Que symbolise Duvalier ? Pour l'élite d'Haïti, il représente une forme de nostalgie totalitaire. Il existe une espèce de culte entourant Duvalier, un rappel de l'époque de la « bourgeoisie macoutisée », selon l'expression du journaliste Kim Ives [8], quand il y avait une alliance entre les élites et les forces paramilitaires terroristes. Mais le duvaliérisme était aussi une bonne chose pour la politique et l'économie des États-Unis qui, dans les années 1960, avaient besoin de François (« Papa Doc ») Duvalier pour contrer l'influence révolutionnaire communiste de Cuba. Sous Jean-Claude (« Baby Doc »), ils ont été capables d'ouvrir les ressources et les marchés haïtiens aux entreprises américaines, d'augmenter le nombre des ateliers de misère et de jeter les bases de l'instauration des politiques économiques néolibérales.

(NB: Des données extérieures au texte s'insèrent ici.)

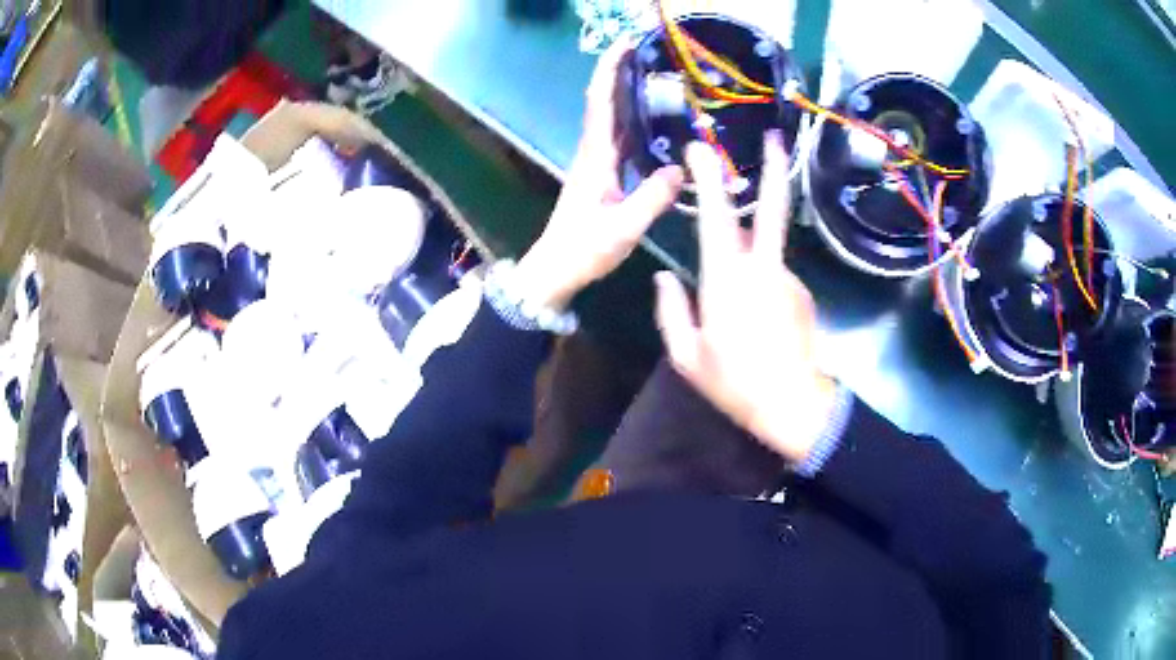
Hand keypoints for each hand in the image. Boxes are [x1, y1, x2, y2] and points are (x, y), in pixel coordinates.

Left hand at [514, 40, 683, 310]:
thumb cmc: (584, 249)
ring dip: (627, 91)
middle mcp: (593, 151)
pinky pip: (620, 135)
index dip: (610, 70)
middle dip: (621, 71)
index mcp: (595, 156)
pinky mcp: (602, 173)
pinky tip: (653, 117)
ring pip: (612, 116)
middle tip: (647, 50)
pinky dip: (633, 118)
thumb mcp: (623, 228)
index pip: (600, 102)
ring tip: (655, 72)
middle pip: (605, 101)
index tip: (625, 44)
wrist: (557, 269)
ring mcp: (597, 162)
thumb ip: (652, 198)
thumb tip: (680, 168)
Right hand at [654, 134, 836, 464]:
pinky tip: (755, 317)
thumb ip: (671, 311)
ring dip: (751, 248)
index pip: (717, 215)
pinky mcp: (801, 293)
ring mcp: (788, 279)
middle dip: (774, 168)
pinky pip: (774, 276)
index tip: (701, 149)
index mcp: (727, 278)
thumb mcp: (687, 356)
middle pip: (772, 207)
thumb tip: (664, 278)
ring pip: (766, 248)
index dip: (709, 177)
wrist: (794, 406)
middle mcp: (763, 268)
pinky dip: (761, 282)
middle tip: (775, 138)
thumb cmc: (735, 383)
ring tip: (738, 298)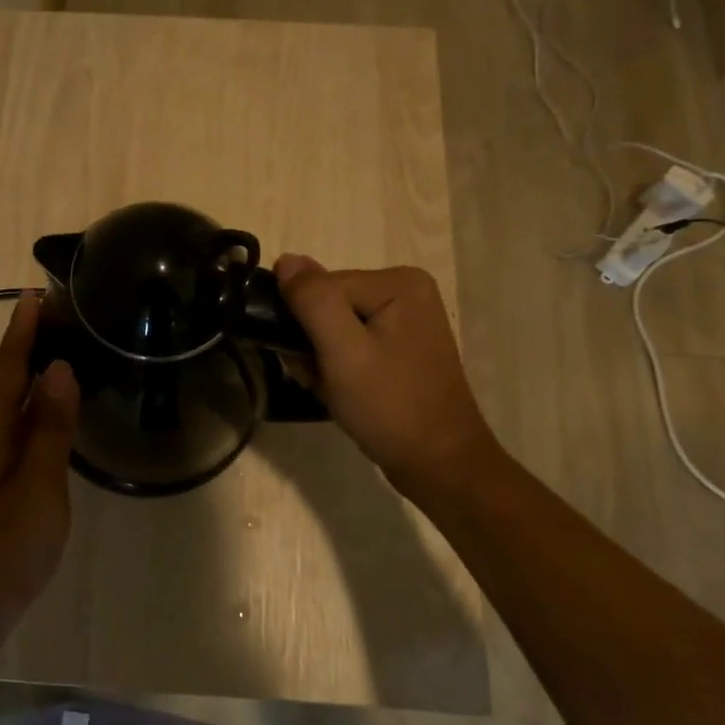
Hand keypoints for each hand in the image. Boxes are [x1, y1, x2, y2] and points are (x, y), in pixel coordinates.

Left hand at [0, 294, 80, 665]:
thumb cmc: (0, 553)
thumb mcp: (38, 489)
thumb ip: (48, 429)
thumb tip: (57, 369)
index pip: (5, 366)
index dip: (22, 330)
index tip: (36, 293)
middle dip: (25, 348)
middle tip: (59, 319)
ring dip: (24, 381)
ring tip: (57, 358)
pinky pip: (1, 434)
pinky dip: (22, 415)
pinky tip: (41, 421)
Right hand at [273, 256, 498, 502]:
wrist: (438, 465)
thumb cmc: (390, 406)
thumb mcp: (343, 351)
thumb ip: (312, 300)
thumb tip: (286, 259)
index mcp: (398, 281)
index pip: (322, 287)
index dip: (305, 325)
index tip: (310, 364)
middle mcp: (406, 290)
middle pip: (328, 304)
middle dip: (313, 344)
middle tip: (321, 380)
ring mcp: (406, 320)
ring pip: (335, 327)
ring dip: (322, 359)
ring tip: (333, 389)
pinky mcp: (401, 346)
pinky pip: (352, 343)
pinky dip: (338, 367)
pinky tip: (343, 392)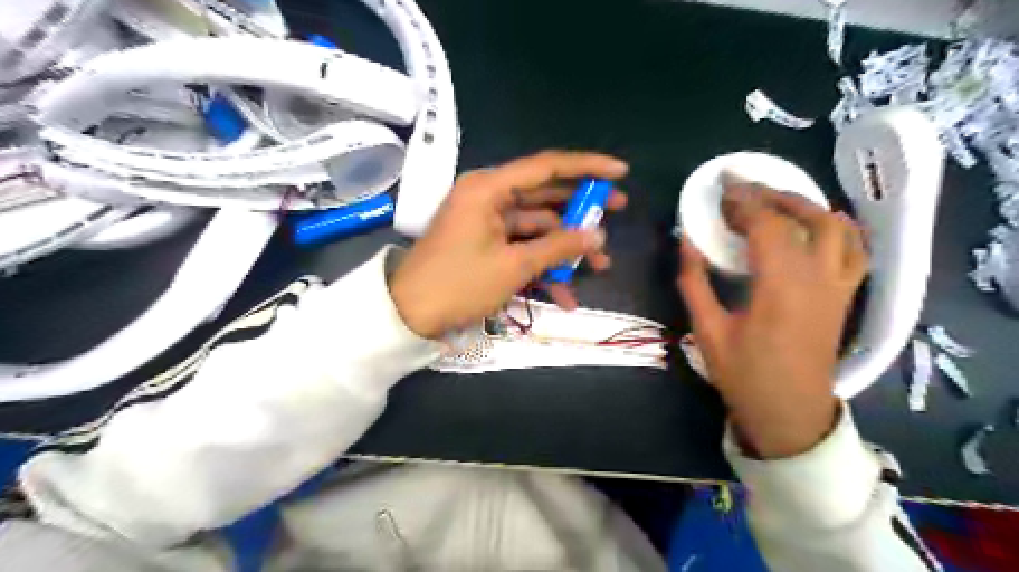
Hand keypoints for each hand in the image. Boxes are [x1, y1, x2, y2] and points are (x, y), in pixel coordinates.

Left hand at [390, 151, 629, 338]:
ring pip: (538, 226)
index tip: (621, 172)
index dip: (587, 167)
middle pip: (545, 196)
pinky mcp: (486, 244)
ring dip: (565, 248)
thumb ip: (559, 247)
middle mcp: (489, 196)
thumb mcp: (514, 266)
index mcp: (490, 188)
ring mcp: (487, 222)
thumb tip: (598, 236)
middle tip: (617, 211)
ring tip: (600, 267)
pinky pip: (522, 247)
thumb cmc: (459, 284)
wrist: (409, 315)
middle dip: (581, 210)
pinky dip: (542, 266)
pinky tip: (565, 295)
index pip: (547, 166)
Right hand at [680, 181, 861, 457]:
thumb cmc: (744, 375)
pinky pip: (854, 250)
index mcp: (780, 287)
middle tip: (743, 189)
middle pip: (807, 218)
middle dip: (773, 195)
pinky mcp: (844, 296)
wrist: (788, 413)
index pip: (768, 226)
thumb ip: (694, 282)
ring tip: (777, 202)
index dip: (744, 202)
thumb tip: (685, 241)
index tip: (722, 189)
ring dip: (808, 206)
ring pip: (838, 228)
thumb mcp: (707, 330)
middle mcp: (817, 279)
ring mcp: (838, 287)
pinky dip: (837, 227)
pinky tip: (816, 226)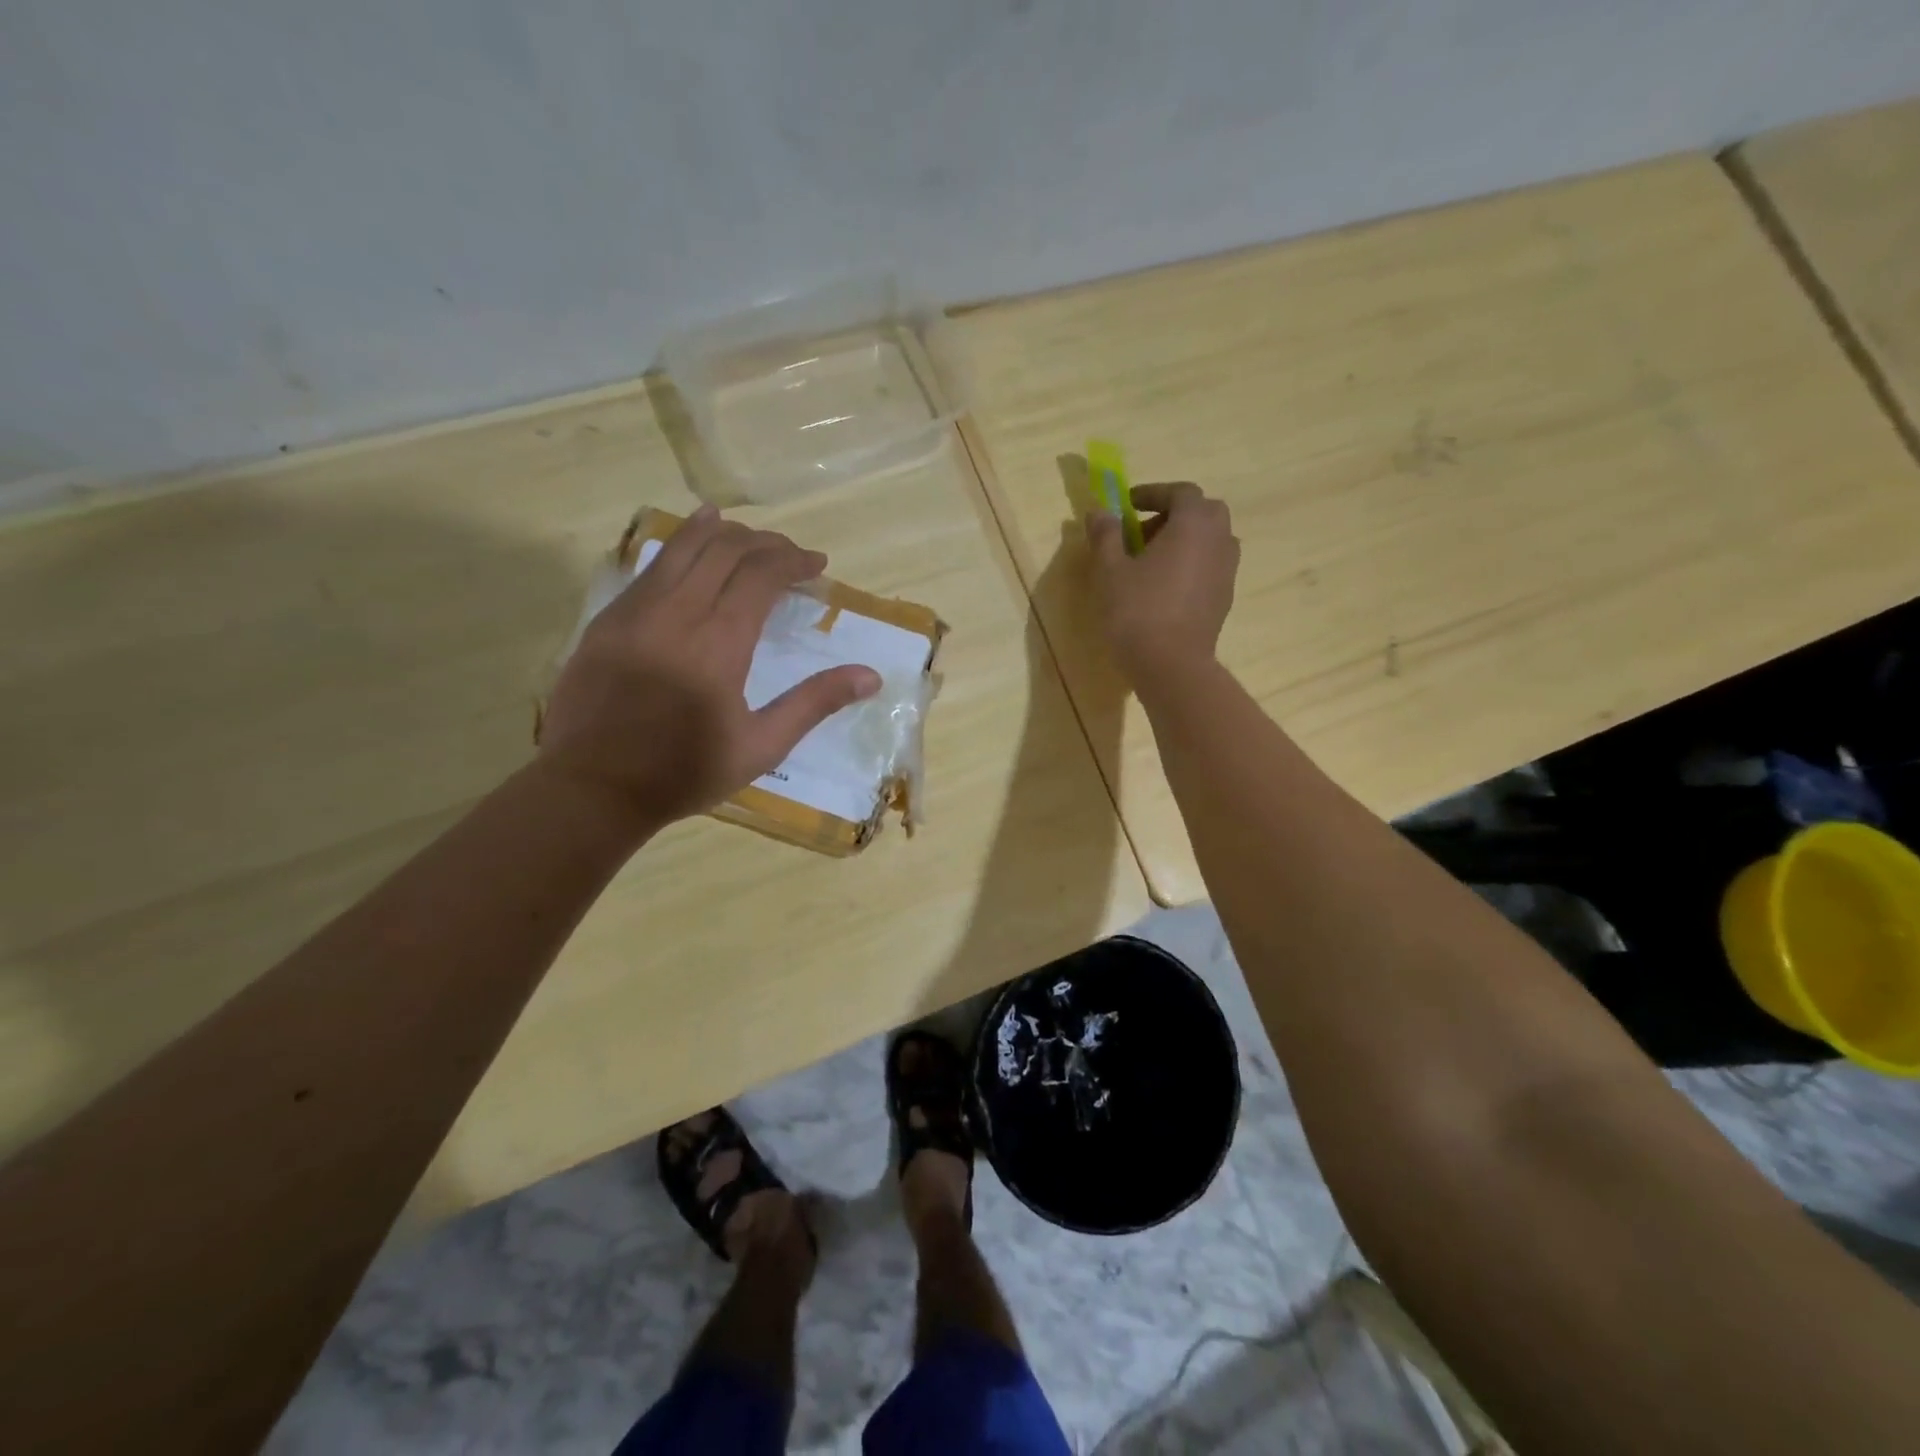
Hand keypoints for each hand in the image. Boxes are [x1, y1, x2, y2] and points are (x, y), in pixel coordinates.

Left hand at [539, 505, 880, 826]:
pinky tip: (693, 541)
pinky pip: (652, 566)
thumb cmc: (685, 772)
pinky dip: (680, 546)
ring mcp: (636, 610)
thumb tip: (870, 676)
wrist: (593, 788)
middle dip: (765, 543)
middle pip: (726, 550)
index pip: (762, 574)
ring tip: (748, 533)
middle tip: (790, 554)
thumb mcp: (761, 746)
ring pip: (684, 548)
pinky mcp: (609, 618)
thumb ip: (814, 703)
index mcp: (720, 642)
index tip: (817, 565)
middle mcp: (678, 612)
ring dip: (722, 533)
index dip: (794, 561)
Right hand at [1084, 481, 1239, 688]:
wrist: (1171, 665)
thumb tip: (1100, 512)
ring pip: (1210, 540)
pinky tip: (1165, 588)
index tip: (1127, 505)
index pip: (1180, 492)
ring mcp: (1227, 571)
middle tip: (1141, 534)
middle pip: (1202, 513)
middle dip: (1172, 515)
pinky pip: (1210, 567)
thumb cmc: (1137, 611)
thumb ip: (1106, 535)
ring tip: (1151, 562)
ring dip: (1184, 541)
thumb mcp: (1110, 570)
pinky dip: (1191, 565)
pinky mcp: (1225, 598)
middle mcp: (1219, 540)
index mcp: (1194, 523)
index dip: (1153, 493)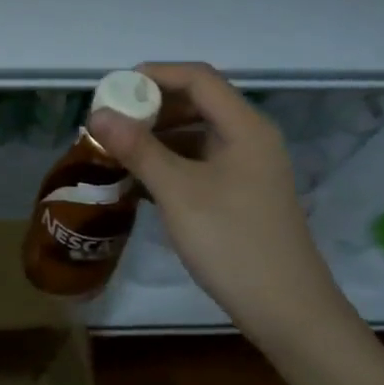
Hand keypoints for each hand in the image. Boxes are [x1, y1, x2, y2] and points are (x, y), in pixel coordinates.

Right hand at [88, 62, 351, 343]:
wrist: (285, 309)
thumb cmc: (232, 242)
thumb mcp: (178, 192)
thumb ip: (138, 149)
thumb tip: (98, 114)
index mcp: (245, 127)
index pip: (198, 78)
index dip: (154, 75)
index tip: (112, 89)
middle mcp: (250, 139)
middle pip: (197, 104)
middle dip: (151, 107)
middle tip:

C'est là qu'interviennent le président Martelly, sélectionné par les États-Unis, et « Papa » Bill Clinton. Comme nous l'avons déjà indiqué dans Black Agenda Report[9], le candidat de droite Martelly a été choisi par le gouvernement Obama pour devenir président d'Haïti lors d'une élection imposée de force, entachée d'irrégularités et avec un faible taux de participation des électeurs. Plus important encore, Martelly est le visage – et l'épine dorsale – de la résurgence du duvaliérisme. Ses affinités avec Duvalier sont bien connues, tout comme son animosité envers l'ancien président Aristide.[10] Il a des liens historiques avec les loyalistes de Duvalier, envisage une « amnistie » Duvalier, [11] et est en train de rétablir l'armée haïtienne. De plus, ses interactions erratiques et agressives avec ses constituants et ses collègues politiques – et, en particulier, ses menaces contre les journalistes haïtiens – sont un début d'indication de ses tendances répressives.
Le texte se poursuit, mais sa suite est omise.